On that first night, we took our dinner and a bottle of victory wine out to a hill that Katherine had found behind the campground. On either side of us, two broad mountains rose up, covered in rich green. The gray clouds in the darkening sky hovered in misty shadows over the mountaintops, and as it got darker, the little twinkling lights of the inland Sisco became like a solitary beacon of civilization. We sat for a while, watching the scenery fade to darkness and all the greens and blues disappear in shades of black and white.

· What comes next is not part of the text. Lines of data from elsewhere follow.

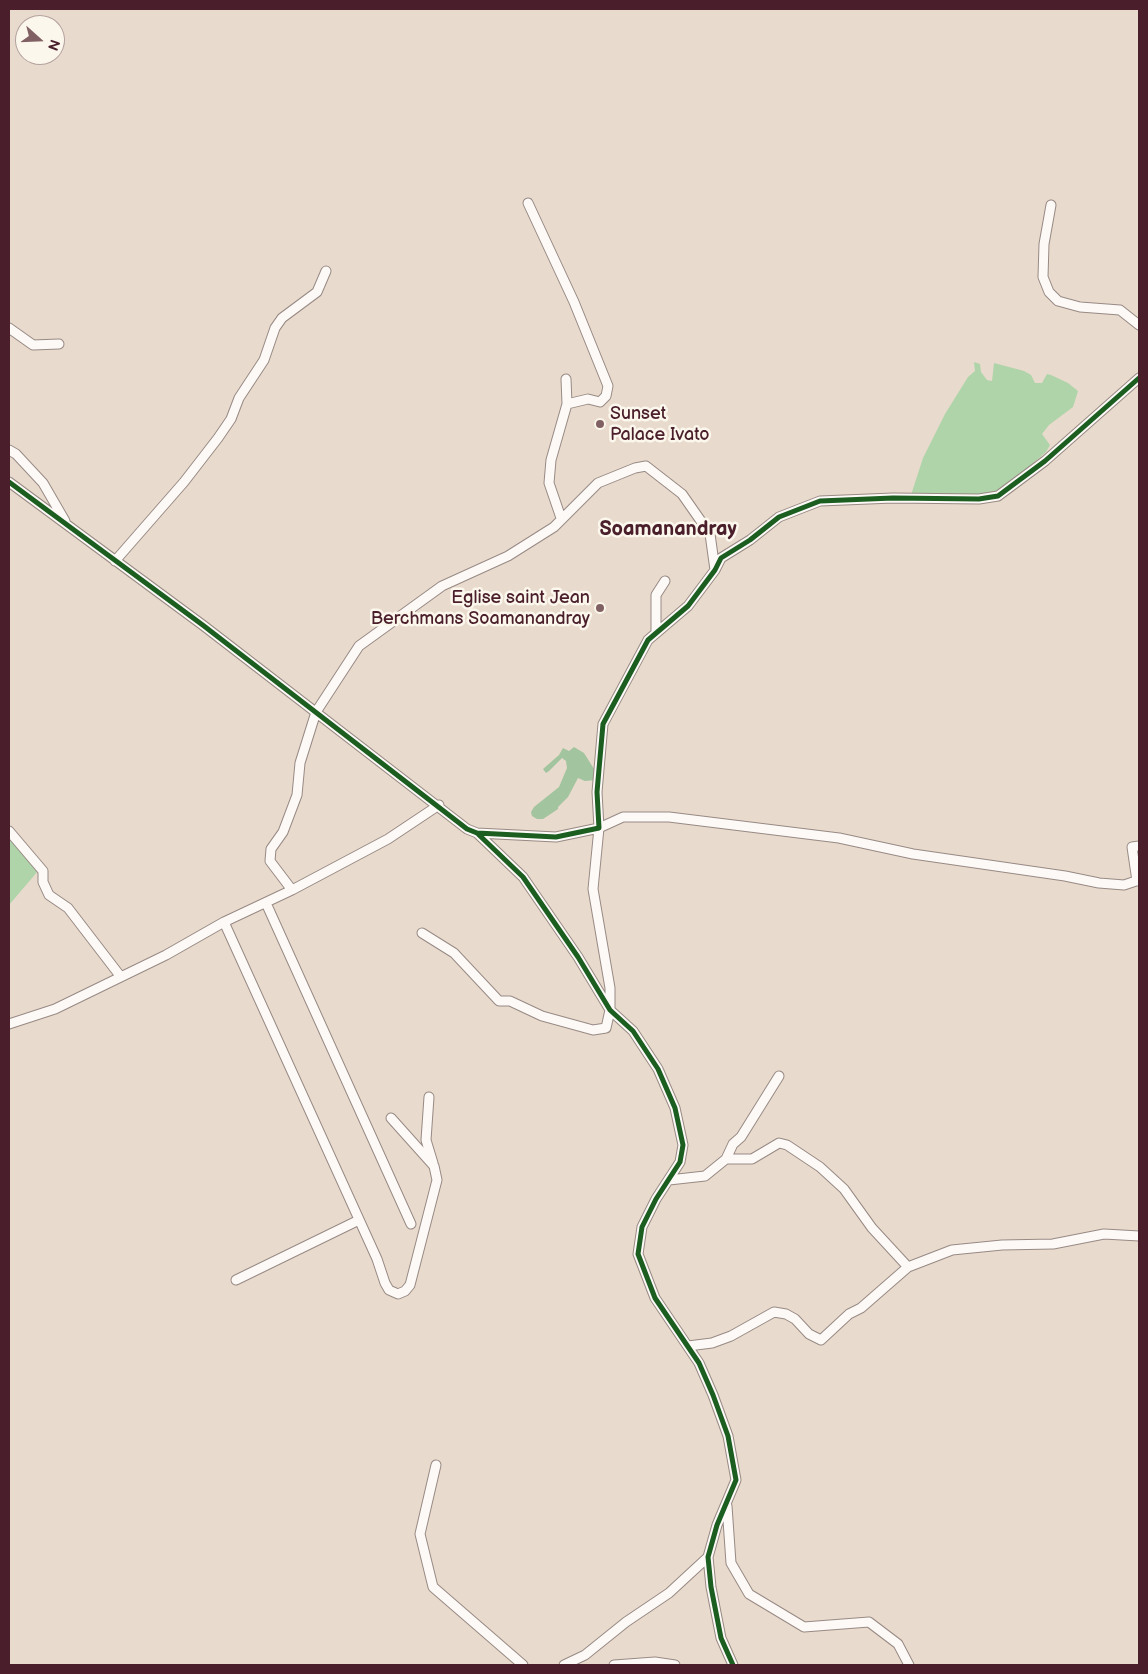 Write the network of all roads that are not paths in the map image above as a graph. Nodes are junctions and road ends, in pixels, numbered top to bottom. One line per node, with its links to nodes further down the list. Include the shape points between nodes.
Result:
1 (528, 203): 9 (street, via 608,386 606,396 600,402 588,399)
2 (1051, 205): 4 (street, via 1044,244 1043,277 1049,292 1058,301 1080,307 1120,310)
3 (326, 270): 14 (street, via 317,292 282,318 274,328 264,360 218,438)
4 (1139, 325)
5 (9, 328): 6 (street, via 33,345)
6 (59, 344)
7 (1139, 378): 15 (street, via 1045,461 998,496 820,501 779,517 721,558)
8 (566, 379): 9 (street)
9 (567, 404): 12 (street, via 551,460 549,483)
10 (9, 450): 13 (street, via 43,483)
11 (9, 482): 13 (street)
12 (560, 518): 15 (street, via 598,483 646,466 682,494 710,534); 18 (street, via 554,527 508,556 442,586 358,646)
13 (67, 526): 14 (street)
14 (115, 561): 18 (street)
15 (715, 570): 17 (street, via 688,606)
16 (665, 581): 17 (street, via 656,595)
17 (656, 631): 20 (street, via 602,724 597,792)
18 (316, 712): 19 (street); 25 (street, via 300,763 297,795 283,832 272,849 270,861)
19 (439, 805): 22 (street, via 467,829); 25 (street, via 388,839)
20 (599, 828): 22 (street, via 556,837); 24 (street, via 623,817 669,817 839,838 912,854 1099,883 1124,885); 30 (street, via 593,889 610,988)
21 (9, 831): 29 (street, via 43,871 42,882 50,895 68,908)
22 (477, 833): 30 (street, via 523,877)
23 (1139, 846): 24 (street, via 1132,847)
24 (1138, 881)
25 (292, 890): 26 (street)
26 (266, 903): 27 (street); 39 (street)
27 (224, 922): 29 (street); 38 (street)
28 (422, 933): 30 (street, via 454,953 499,1001 510,1001 542,1016 593,1030 606,1028)
29 (121, 977): 31 (street, via 55,1010)
30 (610, 1010): 37 (street, via 638,1038 666,1083 675,1108 683,1145 680,1162)
31 (9, 1024)
32 (779, 1076): 35 (street)
33 (429, 1097): 36 (street, via 426,1140)
34 (391, 1118): 36 (street)
35 (726, 1159): 37 (street, via 705,1176); 41 (street, via 752,1159 779,1143 787,1145 820,1167 844,1189 872,1228)
36 (434, 1166): 38 (street, via 438,1180 410,1285 405,1291 398,1294 389,1290)
37 (669, 1180): 43 (street, via 642,1227 638,1254 655,1298)
38 (359, 1220): 42 (street)
39 (410, 1224)
40 (1139, 1236): 41 (street, via 1104,1234 1053,1244 952,1250)
41 (908, 1267): 43 (street, via 821,1340 809,1334 795,1318 774,1312 731,1336)
42 (236, 1280)
43 (688, 1346): 45 (street, via 714,1395 728,1436 736,1480)
44 (436, 1465): 48 (street, via 420,1534 433,1587)
45 (727, 1506): 46 (street, via 717,1525); 54 (street, via 731,1563 749,1594 804,1627 869,1622 898,1644)
46 (708, 1556): 47 (street, via 668,1593); 53 (street, via 721,1638)
47 (585, 1655): 49 (street); 50 (street)
48 (523, 1665)
49 (564, 1665)
50 (577, 1665)
51 (614, 1665): 52 (street, via 655,1662)
52 (675, 1665)
53 (733, 1665)
54 (909, 1665)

Sometimes in life, there are places we go to which we feel an instinctive and inexplicable connection, as if we’ve belonged to them for years without having even known of their existence. Sitting on that hill, alone in the world, watching civilization meander through the tiny streets below, I suddenly realized how the Englishman had come to belong to Corsica. In the mundane everyday, I can rarely feel my life unfolding; most often I seem to be running after it, cursing it, and trying to make my way around the roadblocks it leaves in its wake. But in that moment, I was living. Whether haphazard or not, I knew the future would unfold and it was worth all the hardship and pain that awaited just to see a bright day fade silently into night and to feel, for even one minute, the depth of infinite possibilities ahead.